The shortage of homes to buy has also caused prices to rise sharply in many other areas.

The rise in prices has been widespread. This more stable financial status encourages Americans to take this important step and purchase their very first house or trade their existing one with a better location.

Svenja Gudell, chief economist for the Zillow website, agrees that the housing market will continue favoring sellers.

Mortgage rates at a six-month low, along with a strong job market and healthier finances, are giving prospective buyers more wherewithal to make purchases. Home prices fell in Cleveland and Tampa, Fla., from the prior month. Month-over-month, the 10-City Composite rose 0.9 percent and the 20-City Composite rose 1.0 percent. The Ten-City Composite posted a 0.9% increase and the 20-City Composite reported a 1.0% increase.

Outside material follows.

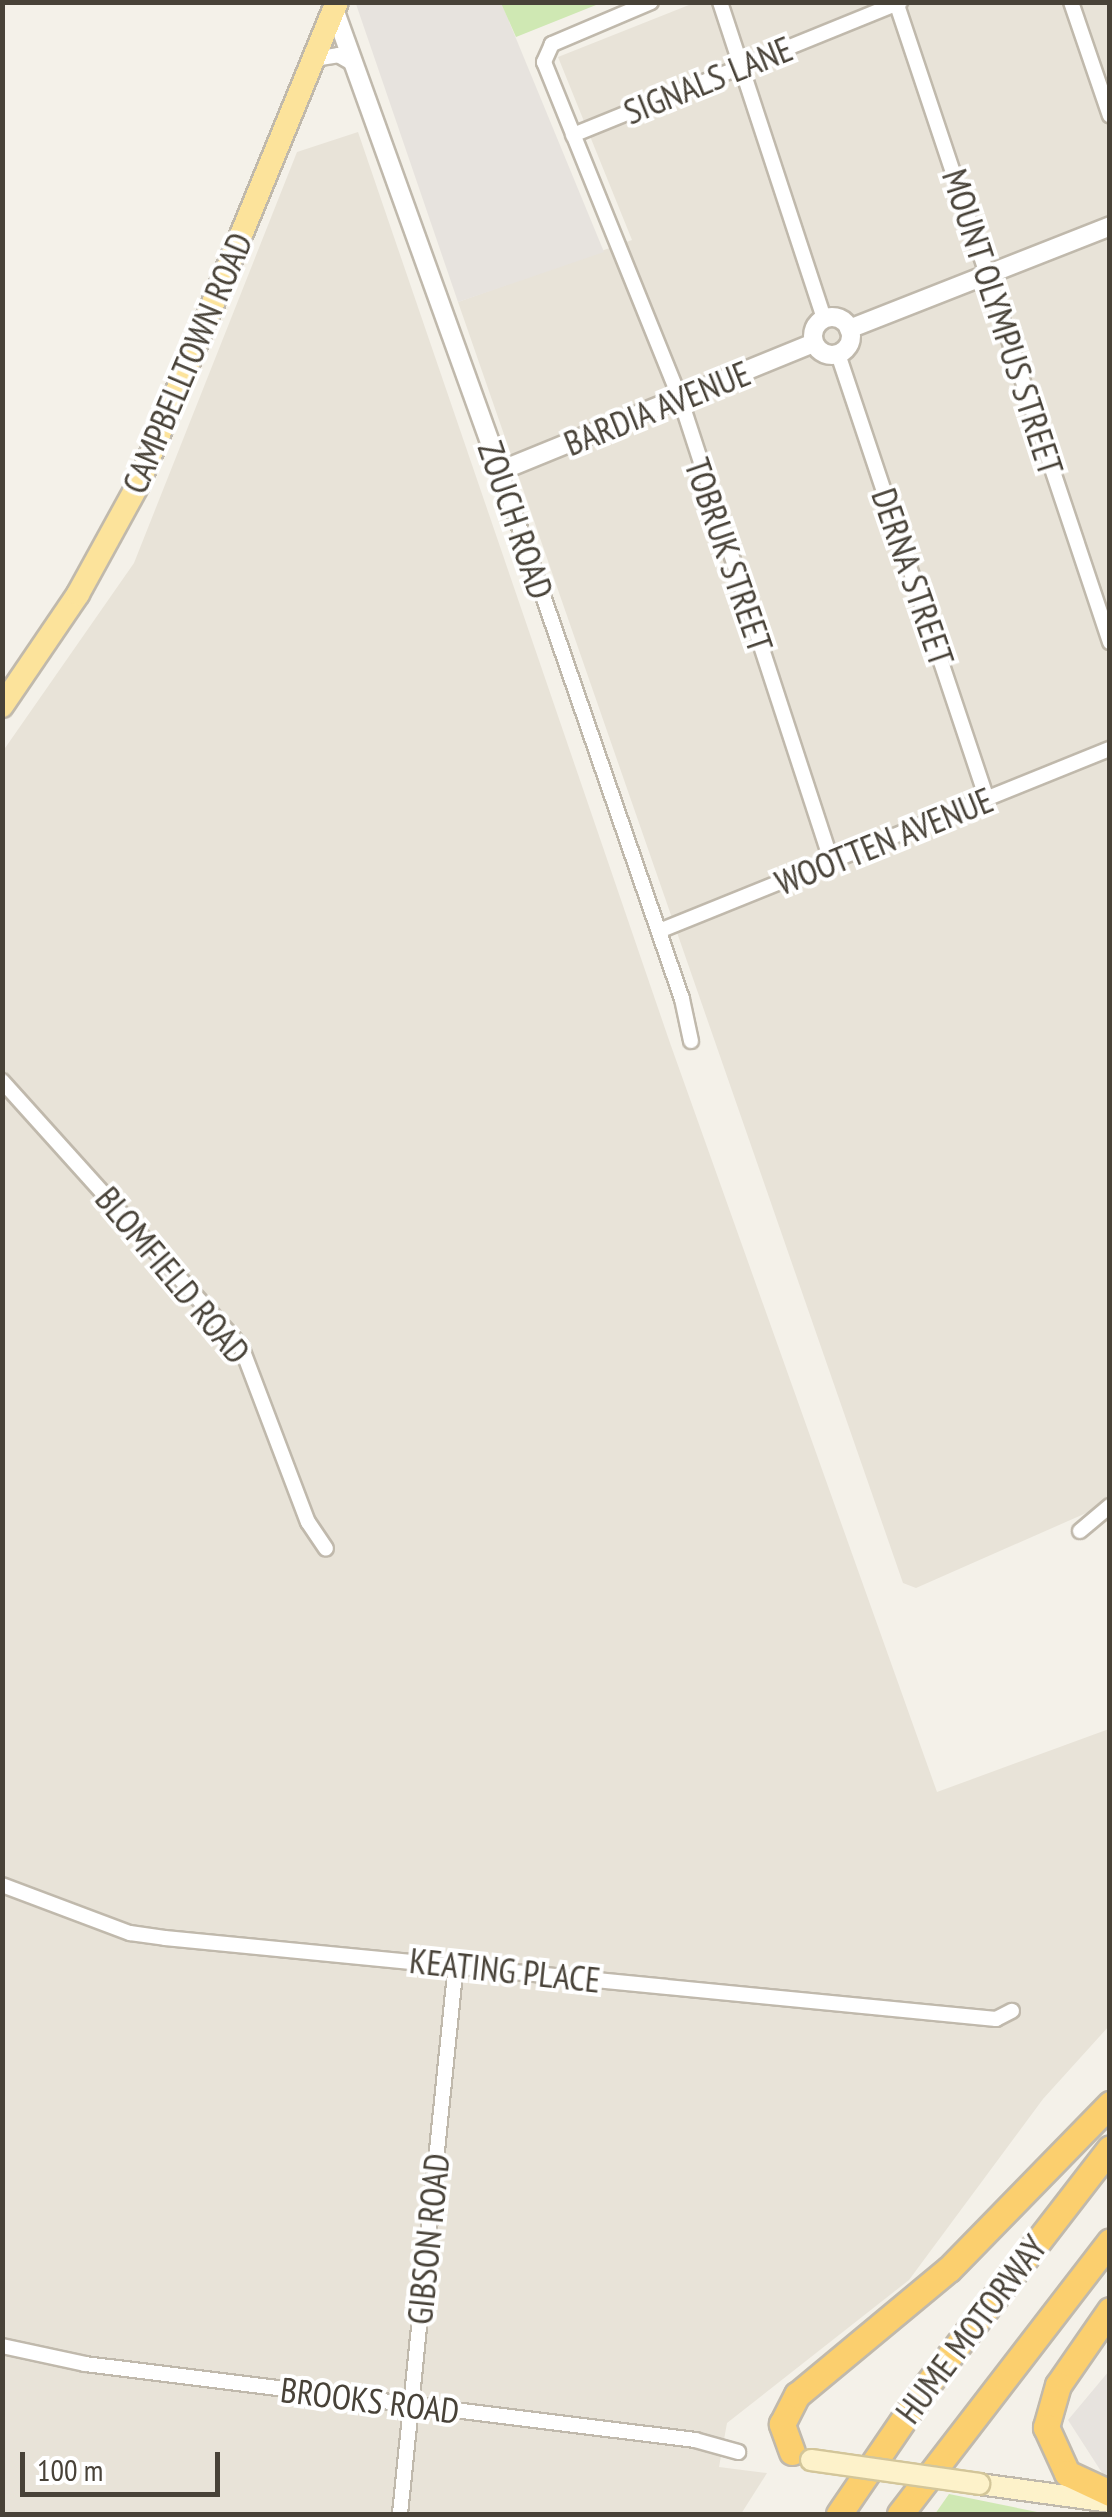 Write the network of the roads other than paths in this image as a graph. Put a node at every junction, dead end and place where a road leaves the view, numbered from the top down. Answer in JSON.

The S&P/Case-Shiller U.S. National Home Price Index is a composite of single-family home price indices that is calculated every month; the indices for the nine U.S. Census divisions are calculated using estimates of the aggregate value of single-family housing stock for the time period in question.

Metro Monthly change 12-month change Atlanta 0.9% 5.5% Boston 1.4% 7.7% Charlotte 1.5% 6.7% Chicago 1.1% 5.1% Cleveland -0.1% 4.3% Dallas 1.2% 8.6% Denver 1.3% 8.4% Detroit 1.3% 7.0% Las Vegas 0.8% 6.4% Los Angeles 1.0% 5.3% Miami 0.3% 6.0% Minneapolis 1.4% 6.8% NY 0.8% 4.1% Phoenix 0.6% 5.6% Portland 1.0% 9.2% San Diego 1.0% 6.5% San Francisco 1.0% 5.1% Seattle 2.6% 12.3% Tampa -1.1% 5.1% Washington 0.8% 4.2%. Dallas, which recently replaced Denver in the top three, reported a 8.6% annual increase in home prices. Home prices in New York City have risen 4.1 percent in the past year, still much higher than US average hourly earnings, which have increased 2.5 percent over the past 12 months, according to the Bureau of Labor Statistics.